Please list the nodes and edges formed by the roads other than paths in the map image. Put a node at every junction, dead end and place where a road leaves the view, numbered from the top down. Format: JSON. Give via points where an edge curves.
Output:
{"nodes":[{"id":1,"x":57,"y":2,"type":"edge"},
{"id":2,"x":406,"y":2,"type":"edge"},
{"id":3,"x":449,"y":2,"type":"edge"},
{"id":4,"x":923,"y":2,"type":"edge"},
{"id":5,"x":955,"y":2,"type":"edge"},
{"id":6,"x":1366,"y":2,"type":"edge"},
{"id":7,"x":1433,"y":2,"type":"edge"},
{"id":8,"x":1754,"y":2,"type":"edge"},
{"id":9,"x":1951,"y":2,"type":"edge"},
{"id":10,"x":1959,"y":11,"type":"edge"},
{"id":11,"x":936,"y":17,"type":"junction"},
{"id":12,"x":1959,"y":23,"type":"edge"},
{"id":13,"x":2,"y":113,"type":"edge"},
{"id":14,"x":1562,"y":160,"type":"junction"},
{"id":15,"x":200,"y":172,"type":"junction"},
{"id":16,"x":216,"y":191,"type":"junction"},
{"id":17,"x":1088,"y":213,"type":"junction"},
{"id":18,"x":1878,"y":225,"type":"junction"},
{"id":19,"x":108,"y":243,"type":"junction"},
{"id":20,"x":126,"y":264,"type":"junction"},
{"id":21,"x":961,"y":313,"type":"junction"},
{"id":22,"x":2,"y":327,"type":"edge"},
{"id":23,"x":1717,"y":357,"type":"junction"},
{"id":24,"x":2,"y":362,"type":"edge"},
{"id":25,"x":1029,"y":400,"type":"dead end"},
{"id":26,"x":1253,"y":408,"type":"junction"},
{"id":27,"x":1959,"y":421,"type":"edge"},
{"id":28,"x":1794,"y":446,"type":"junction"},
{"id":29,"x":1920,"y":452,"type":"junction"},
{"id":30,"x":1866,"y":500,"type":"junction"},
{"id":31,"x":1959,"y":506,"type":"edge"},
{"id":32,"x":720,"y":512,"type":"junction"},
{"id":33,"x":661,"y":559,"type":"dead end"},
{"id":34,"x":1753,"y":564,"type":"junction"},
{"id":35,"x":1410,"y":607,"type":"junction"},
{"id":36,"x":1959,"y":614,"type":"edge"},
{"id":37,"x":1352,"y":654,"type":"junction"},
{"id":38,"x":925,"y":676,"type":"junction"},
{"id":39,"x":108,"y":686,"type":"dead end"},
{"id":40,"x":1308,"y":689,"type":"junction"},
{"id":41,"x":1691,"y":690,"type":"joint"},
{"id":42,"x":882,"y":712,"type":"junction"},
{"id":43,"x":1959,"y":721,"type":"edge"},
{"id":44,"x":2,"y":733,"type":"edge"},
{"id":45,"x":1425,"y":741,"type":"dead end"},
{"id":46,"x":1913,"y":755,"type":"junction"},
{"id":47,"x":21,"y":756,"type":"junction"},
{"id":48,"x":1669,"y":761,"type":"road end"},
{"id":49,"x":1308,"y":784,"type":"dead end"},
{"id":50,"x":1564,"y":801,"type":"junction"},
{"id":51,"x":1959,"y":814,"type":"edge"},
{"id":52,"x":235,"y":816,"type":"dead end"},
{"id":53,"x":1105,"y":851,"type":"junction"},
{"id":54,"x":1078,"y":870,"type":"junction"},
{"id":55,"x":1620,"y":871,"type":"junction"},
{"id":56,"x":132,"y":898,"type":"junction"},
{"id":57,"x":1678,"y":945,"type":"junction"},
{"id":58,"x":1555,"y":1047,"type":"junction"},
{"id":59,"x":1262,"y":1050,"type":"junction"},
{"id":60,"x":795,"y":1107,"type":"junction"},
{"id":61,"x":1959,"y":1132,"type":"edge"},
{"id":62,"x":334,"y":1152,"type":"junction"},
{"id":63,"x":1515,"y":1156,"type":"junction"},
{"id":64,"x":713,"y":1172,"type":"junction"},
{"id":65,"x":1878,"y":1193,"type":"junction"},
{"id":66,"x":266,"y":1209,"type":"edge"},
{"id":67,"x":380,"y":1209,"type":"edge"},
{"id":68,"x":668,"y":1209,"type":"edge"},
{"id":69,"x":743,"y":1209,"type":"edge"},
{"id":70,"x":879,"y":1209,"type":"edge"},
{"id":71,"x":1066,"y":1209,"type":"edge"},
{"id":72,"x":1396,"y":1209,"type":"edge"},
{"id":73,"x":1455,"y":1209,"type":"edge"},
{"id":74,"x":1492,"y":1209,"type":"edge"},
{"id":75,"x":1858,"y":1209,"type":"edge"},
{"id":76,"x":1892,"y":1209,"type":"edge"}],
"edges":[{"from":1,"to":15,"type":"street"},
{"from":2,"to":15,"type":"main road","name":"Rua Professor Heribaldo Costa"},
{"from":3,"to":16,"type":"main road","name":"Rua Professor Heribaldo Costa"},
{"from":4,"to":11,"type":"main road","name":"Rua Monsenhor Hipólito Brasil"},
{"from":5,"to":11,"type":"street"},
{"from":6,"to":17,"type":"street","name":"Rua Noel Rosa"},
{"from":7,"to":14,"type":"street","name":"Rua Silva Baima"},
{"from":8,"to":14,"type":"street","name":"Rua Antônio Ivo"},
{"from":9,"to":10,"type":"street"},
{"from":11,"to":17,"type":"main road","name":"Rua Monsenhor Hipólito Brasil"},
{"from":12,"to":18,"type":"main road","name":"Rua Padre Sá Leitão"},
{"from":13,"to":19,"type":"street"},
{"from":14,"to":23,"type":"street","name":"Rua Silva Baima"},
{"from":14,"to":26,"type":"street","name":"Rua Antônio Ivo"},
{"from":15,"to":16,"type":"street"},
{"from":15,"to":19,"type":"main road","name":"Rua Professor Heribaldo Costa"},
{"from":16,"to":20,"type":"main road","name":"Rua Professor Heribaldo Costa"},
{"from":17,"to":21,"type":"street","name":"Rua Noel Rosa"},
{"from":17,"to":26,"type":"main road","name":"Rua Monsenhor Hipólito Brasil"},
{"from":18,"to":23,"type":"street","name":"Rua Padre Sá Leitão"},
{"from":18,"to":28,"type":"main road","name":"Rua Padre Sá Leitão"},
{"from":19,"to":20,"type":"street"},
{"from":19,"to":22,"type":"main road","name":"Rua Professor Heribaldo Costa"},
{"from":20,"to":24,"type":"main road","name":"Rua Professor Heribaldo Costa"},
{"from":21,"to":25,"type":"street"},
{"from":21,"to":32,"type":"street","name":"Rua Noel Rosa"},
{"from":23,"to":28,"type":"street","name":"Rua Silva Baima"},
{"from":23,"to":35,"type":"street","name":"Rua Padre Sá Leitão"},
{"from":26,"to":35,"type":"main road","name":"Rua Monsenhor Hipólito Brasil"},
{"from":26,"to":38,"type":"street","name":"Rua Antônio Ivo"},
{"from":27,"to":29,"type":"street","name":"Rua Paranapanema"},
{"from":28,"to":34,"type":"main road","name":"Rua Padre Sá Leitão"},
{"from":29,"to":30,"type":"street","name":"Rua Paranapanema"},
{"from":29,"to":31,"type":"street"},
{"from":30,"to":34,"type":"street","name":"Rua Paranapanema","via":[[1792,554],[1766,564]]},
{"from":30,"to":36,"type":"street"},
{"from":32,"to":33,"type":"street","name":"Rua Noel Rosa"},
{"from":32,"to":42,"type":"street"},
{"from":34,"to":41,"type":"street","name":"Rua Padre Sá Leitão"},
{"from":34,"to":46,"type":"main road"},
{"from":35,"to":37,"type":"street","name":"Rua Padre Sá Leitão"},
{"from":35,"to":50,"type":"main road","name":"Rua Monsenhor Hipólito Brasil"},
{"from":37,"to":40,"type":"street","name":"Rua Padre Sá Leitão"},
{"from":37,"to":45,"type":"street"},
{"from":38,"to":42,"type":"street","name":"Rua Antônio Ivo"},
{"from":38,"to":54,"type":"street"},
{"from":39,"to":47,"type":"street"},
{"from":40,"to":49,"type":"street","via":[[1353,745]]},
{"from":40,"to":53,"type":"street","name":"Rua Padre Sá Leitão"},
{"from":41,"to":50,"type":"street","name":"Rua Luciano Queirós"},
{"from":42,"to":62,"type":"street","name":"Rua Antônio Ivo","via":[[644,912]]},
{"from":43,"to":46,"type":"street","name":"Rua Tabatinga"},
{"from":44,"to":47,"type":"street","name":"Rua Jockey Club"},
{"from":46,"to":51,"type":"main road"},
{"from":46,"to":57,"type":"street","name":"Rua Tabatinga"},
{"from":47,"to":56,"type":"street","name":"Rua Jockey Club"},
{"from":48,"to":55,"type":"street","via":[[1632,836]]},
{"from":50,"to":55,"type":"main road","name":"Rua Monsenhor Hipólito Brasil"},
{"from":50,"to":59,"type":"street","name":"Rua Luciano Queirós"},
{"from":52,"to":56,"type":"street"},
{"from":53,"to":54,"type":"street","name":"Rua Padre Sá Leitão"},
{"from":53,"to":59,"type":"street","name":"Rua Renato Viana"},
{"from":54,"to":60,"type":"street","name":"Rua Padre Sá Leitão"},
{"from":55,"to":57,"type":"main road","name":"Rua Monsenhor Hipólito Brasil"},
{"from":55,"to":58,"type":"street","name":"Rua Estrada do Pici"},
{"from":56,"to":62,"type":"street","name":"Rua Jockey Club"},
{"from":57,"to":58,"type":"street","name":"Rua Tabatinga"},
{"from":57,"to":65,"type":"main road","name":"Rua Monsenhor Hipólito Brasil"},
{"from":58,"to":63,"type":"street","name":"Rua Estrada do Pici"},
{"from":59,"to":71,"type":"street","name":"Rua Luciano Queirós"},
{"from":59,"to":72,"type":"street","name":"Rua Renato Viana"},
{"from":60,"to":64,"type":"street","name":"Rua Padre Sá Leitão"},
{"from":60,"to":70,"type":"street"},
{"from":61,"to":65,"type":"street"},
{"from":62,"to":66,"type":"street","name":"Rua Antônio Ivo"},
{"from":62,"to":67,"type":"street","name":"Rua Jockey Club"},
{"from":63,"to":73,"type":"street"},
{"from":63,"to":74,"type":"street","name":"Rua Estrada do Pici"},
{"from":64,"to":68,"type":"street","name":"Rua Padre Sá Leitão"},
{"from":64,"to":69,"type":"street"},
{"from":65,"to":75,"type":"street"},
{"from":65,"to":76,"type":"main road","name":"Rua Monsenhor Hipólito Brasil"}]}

- Task item -
Look through the entries above, find each line containing "Club", and copy it.

- Expected answer -
{"from":44,"to":47,"type":"street","name":"Rua Jockey Club"},
{"from":47,"to":56,"type":"street","name":"Rua Jockey Club"},
{"from":56,"to":62,"type":"street","name":"Rua Jockey Club"},
{"from":62,"to":67,"type":"street","name":"Rua Jockey Club"},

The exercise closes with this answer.